Copenhagen zoo euthanizes 4 healthy lions (PIOG ~ GRAPHIC PICTURE!)
Copenhagen Zoo Kills 4 Lions After Controversial Giraffe Death
Four lions were euthanized to improve the zoo's breeding program.
An unidentified lion eats the remains of Marius the giraffe at Copenhagen Zoo in February.
PHOTOGRAPH BY KASPER PALSNOV, EPA
Published March 26, 2014
A Denmark zoo that earned international condemnation for killing a healthy giraffe last month has euthanized four African lions.
The Copenhagen Zoo put down a 16-year-old male lion, a 14-year-old lioness, and two young lions this week to make way for a new male lion from the Givskud Zoo, also in Denmark.
"The change in the lion pride had to happen now because Copenhagen Zoo currently has two young females from the 2012 litter and it is ideal to keep these as part of the new pride and then find a suitable male," the zoo wrote in a Wednesday statement on its website.
"If the Zoo had not made the change in the pride now then we would have risked that the old male would mate with these two females-his own offspring-and thereby give rise to inbreeding," the statement says.
What's more, the 14-year-old lioness was too old to give birth and raise another litter without complications, the zoo said. (Read more about zoos and saving rare species in National Geographic magazine.)
The news quickly reverberated across the globe, with 10,000 stories as of Wednesday and Twitter abuzz with people expressing shock and disgust.
But the European Association of Zoos and Aquaria (EAZA) noted in a statement that the Copenhagen Zoo "has not broken any of its codes of conduct."
- Mary Catherine (@mcw685) March 26, 2014
EAZA said that the Copenhagen Zoo "has been consistent in its approach to animal population management, and high standards of animal welfare.
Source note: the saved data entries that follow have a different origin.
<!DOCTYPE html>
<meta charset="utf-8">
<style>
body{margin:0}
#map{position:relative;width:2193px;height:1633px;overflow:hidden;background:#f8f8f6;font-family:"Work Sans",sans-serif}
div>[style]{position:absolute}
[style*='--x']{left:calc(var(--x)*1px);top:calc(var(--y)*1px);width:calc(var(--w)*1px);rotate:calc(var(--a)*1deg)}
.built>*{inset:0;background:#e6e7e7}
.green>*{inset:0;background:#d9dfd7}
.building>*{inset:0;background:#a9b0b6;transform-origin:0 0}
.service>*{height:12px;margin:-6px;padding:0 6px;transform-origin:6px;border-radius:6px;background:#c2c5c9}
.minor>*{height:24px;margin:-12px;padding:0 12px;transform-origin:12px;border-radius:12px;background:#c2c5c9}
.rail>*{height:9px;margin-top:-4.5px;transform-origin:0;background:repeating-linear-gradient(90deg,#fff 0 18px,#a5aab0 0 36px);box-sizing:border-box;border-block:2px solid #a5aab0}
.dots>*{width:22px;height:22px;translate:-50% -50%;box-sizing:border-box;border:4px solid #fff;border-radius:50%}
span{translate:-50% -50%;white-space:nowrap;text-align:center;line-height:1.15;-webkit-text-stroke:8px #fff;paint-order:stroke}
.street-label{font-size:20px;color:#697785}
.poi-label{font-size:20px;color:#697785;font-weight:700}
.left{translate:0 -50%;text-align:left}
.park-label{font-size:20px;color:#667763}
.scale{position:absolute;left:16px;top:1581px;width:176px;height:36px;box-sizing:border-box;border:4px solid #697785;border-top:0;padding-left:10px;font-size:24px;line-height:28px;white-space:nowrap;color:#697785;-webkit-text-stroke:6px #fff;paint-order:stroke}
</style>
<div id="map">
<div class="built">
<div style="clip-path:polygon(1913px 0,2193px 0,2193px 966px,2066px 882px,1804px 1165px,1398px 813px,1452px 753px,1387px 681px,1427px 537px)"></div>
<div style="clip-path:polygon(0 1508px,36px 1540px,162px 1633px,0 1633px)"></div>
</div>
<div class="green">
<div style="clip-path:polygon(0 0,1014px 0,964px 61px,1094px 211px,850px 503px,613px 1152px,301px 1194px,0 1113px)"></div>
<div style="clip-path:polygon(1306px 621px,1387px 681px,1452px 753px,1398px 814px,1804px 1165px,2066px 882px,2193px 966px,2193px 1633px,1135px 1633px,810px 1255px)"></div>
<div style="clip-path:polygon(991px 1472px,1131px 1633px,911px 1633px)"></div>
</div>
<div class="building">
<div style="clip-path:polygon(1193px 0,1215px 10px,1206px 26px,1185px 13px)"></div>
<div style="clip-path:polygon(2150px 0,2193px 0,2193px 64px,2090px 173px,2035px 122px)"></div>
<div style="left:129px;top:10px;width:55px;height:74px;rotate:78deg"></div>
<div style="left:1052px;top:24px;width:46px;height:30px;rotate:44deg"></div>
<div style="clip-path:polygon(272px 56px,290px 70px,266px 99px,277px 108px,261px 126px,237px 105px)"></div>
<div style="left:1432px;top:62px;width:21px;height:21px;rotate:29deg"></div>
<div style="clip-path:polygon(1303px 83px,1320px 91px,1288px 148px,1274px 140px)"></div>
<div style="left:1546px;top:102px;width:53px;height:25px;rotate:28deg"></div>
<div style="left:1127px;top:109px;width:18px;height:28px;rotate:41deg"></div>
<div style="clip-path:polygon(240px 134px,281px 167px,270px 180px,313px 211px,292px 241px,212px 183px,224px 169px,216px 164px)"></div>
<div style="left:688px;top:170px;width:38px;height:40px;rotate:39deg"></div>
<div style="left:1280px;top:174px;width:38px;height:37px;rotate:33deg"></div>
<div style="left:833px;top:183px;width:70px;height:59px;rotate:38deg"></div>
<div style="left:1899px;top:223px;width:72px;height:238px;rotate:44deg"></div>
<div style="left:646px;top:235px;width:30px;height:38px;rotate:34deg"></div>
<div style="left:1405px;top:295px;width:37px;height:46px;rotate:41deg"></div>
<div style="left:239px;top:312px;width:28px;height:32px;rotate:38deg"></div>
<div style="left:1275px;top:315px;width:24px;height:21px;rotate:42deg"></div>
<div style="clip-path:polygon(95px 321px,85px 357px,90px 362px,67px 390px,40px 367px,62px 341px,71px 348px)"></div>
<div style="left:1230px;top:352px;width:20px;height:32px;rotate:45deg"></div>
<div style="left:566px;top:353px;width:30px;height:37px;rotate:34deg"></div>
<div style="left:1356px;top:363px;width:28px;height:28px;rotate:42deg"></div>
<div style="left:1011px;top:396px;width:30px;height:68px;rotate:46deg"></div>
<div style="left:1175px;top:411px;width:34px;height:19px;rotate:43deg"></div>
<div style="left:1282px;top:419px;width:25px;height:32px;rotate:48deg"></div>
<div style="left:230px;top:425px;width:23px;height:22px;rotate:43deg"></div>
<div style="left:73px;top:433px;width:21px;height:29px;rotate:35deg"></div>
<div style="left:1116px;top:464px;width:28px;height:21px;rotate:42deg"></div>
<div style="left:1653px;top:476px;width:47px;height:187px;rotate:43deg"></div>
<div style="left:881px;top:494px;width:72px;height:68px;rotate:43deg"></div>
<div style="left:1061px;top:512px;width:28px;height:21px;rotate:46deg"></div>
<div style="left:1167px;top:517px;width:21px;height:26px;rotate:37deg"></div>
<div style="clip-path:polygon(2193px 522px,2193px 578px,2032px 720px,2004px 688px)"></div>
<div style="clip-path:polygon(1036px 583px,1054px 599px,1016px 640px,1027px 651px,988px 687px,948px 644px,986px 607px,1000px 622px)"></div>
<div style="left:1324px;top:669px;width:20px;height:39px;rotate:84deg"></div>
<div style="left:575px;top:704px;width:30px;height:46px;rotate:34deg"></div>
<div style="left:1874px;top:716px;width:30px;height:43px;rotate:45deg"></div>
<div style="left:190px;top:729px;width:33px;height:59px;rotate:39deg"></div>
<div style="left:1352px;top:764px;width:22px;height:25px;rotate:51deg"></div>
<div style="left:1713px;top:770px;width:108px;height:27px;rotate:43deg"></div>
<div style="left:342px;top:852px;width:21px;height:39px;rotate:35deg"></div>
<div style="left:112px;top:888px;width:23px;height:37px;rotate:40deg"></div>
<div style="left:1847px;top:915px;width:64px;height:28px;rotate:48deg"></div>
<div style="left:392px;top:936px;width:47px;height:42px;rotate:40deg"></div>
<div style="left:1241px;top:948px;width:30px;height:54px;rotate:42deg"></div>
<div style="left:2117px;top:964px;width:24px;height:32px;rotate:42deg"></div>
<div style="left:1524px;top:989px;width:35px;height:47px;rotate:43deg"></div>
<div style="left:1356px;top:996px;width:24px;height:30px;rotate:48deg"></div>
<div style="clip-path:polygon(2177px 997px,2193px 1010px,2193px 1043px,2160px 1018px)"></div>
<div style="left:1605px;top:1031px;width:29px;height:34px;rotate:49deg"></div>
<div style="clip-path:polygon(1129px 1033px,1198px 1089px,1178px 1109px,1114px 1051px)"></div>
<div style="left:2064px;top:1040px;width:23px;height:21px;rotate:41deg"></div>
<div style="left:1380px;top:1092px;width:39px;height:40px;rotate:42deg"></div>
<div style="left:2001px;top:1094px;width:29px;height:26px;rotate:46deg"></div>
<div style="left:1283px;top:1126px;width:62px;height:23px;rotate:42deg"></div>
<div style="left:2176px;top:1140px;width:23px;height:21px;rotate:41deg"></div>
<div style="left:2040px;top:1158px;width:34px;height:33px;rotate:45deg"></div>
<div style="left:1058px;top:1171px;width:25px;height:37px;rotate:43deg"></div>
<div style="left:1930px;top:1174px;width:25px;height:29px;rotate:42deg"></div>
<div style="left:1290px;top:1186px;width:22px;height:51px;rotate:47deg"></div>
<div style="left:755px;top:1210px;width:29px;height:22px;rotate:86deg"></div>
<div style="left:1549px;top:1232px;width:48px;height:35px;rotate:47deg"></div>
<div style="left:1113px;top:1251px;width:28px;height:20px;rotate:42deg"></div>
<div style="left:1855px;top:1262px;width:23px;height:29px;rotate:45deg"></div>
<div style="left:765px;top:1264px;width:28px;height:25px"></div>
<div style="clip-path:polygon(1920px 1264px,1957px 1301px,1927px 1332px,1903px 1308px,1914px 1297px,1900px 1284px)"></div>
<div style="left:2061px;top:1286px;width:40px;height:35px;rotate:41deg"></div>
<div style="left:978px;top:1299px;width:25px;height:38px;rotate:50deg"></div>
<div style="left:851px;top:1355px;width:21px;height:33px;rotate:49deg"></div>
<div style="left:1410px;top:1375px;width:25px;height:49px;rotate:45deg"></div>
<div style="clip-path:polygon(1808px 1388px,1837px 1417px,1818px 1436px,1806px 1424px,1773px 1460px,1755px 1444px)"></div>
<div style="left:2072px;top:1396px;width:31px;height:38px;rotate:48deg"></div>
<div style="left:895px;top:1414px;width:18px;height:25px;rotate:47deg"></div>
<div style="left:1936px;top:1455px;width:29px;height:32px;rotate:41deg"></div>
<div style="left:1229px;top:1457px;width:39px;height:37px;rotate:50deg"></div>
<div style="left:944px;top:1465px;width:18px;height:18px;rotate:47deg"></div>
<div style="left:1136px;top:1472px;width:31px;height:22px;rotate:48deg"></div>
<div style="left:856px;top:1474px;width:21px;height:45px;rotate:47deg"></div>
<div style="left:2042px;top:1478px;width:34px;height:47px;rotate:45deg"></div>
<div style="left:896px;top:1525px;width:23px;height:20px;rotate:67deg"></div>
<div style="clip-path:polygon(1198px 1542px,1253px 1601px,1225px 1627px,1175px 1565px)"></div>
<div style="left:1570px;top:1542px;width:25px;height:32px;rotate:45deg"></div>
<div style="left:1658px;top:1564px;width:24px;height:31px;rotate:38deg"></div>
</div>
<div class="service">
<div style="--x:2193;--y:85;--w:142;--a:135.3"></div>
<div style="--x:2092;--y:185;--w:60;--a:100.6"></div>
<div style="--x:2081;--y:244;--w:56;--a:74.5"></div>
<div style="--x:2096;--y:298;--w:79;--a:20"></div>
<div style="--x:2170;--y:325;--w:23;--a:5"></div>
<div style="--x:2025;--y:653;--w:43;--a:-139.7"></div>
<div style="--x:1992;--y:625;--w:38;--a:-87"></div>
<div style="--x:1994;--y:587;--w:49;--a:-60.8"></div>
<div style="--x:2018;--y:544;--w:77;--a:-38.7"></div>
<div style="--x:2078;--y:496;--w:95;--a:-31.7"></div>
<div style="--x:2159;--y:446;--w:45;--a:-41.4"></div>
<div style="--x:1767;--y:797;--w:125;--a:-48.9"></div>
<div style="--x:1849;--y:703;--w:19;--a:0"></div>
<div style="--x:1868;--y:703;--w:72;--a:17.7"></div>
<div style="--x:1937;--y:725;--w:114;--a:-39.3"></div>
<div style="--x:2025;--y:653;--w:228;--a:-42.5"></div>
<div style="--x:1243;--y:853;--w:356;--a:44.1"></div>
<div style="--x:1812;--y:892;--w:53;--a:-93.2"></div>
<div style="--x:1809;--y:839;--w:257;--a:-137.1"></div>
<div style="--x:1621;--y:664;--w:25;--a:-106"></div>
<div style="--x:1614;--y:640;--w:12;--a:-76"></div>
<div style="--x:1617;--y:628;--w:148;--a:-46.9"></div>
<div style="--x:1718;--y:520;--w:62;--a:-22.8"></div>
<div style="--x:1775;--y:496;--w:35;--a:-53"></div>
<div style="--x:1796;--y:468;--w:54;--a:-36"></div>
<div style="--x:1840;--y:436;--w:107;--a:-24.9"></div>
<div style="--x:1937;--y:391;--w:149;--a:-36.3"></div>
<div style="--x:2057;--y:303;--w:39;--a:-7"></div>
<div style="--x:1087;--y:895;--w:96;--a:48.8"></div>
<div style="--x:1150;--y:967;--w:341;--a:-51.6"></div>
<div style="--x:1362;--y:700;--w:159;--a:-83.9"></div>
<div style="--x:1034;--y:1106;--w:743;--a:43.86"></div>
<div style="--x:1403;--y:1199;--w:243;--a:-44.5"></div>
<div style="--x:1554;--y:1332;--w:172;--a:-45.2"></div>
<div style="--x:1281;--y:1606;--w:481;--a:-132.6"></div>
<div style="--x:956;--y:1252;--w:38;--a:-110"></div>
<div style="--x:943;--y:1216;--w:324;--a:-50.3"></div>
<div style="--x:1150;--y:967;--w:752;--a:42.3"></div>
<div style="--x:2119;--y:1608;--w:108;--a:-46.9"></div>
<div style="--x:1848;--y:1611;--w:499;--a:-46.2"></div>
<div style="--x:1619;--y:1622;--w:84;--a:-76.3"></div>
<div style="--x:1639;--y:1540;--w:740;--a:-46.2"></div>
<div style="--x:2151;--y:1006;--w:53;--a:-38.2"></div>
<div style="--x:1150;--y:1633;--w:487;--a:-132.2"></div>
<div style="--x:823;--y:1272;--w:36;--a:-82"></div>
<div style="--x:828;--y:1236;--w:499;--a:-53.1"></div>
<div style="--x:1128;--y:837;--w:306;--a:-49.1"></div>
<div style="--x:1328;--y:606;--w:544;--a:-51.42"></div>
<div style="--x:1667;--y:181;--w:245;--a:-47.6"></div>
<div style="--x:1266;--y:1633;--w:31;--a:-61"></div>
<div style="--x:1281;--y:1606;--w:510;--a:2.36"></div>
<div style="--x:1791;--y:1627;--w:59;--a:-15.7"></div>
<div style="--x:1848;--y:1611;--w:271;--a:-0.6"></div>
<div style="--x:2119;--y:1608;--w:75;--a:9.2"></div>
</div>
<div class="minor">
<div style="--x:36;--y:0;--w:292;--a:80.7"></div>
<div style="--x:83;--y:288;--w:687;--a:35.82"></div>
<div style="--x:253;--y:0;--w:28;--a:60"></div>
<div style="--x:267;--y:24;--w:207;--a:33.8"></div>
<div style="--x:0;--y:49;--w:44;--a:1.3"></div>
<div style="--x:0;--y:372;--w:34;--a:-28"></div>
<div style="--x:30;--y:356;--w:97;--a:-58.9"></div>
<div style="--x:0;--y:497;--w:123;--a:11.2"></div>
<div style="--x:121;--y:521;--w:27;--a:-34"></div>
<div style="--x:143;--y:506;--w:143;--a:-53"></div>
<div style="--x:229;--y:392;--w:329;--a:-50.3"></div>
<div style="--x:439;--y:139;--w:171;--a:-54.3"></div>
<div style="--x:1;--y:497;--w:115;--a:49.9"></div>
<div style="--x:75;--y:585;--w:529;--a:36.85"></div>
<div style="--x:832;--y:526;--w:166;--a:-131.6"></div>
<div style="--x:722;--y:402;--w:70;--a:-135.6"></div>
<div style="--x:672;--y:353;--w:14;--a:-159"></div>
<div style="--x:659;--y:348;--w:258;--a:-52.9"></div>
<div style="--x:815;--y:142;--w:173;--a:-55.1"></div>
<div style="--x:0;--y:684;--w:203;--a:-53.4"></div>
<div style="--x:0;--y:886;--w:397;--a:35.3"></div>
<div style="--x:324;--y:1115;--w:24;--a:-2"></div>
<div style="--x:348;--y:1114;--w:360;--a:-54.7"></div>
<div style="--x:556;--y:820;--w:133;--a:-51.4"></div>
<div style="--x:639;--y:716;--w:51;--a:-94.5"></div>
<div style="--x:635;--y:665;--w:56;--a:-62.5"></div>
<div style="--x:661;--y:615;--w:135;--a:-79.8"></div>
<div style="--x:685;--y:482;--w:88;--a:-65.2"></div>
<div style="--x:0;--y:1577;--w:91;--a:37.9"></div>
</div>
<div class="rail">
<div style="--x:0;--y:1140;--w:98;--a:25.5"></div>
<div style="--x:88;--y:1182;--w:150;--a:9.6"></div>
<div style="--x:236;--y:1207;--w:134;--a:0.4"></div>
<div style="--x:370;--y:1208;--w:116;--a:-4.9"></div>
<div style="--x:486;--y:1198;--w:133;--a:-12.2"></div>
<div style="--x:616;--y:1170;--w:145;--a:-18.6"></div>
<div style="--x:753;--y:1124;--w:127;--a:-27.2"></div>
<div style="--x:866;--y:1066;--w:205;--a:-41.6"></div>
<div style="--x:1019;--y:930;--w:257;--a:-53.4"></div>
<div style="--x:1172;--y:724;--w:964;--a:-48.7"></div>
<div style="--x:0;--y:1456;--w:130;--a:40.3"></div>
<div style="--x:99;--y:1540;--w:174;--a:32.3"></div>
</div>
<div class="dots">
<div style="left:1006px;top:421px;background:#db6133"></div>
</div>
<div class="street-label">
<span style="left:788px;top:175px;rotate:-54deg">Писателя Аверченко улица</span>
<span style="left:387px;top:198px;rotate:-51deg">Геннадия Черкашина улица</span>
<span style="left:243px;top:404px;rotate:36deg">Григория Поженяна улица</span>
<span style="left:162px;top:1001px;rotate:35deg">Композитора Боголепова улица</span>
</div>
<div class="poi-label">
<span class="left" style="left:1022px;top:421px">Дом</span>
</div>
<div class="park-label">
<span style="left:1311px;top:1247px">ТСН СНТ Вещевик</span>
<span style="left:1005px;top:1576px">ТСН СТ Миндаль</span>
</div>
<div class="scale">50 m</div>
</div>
"As a result, while EAZA regrets the death of the animals in question, we recognize the right of Copenhagen Zoo to humanely cull them in line with their policies," the statement continued.
Giraffe Death Sparked Outrage
The Copenhagen Zoo's killing and public dismemberment last month of a healthy giraffe that the facility had named Marius also sparked outrage on social media.
The news even prompted death threats against zoo staff, and was seen by some animal lovers as a provocative response to a campaign to spare the giraffe's life in the days and hours leading up to his death. (See "Opinion: Killing of Marius the Giraffe Exposes Myths About Zoos.")
An online petition asking the Copenhagen Zoo to hold off on killing its unwanted giraffe until another home could be found had received tens of thousands of signatures from around the world. Wildlife parks in Britain, Sweden, and the Netherlands had offered to take Marius off the zoo's hands.
"When breeding success increases it is sometimes necessary to euthanize," Bengt Holst, Copenhagen Zoo's scientific director, said in a February 9 statement on their giraffe's death.
"We see this as a positive sign and as insurance that we in the future will have a healthy giraffe population in European zoos."